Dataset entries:

^^^^

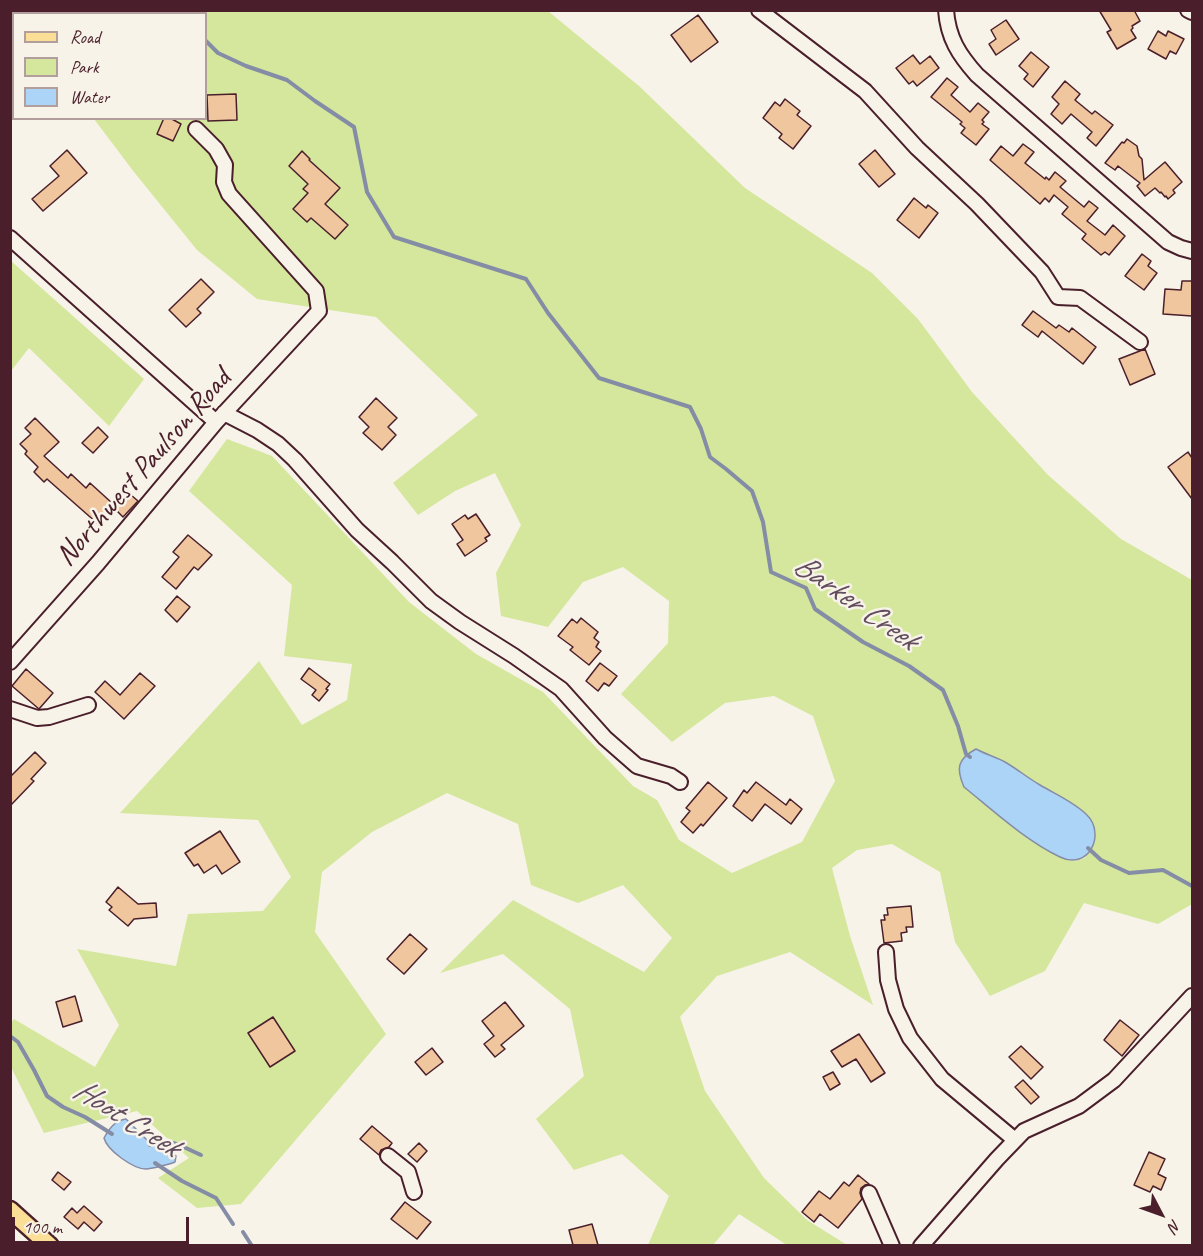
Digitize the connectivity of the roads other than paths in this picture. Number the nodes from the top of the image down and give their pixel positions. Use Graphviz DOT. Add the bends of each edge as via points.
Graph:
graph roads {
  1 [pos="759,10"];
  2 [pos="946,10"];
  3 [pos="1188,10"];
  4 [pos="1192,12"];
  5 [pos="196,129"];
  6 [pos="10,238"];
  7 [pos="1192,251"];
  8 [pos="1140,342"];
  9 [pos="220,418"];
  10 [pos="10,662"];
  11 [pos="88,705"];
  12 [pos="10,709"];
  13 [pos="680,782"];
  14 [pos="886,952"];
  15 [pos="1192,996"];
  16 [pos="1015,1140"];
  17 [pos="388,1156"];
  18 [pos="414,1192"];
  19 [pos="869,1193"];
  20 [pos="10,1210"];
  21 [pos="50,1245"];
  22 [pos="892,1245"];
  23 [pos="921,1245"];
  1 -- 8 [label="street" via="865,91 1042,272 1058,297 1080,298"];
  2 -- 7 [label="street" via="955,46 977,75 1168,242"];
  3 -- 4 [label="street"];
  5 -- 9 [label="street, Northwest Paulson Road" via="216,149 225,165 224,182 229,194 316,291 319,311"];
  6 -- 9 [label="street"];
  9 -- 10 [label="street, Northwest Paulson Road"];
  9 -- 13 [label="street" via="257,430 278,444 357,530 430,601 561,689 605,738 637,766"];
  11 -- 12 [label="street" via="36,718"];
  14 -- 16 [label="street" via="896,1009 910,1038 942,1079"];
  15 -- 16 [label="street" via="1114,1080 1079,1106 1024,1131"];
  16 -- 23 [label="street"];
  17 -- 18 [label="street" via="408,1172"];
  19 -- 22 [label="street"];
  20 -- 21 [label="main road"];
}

^^^^

• _Task details_: Once you have read through the entries above, state how many lines hold the word "Northwest", giving nothing but the number.

• _Solution to this exercise_: 2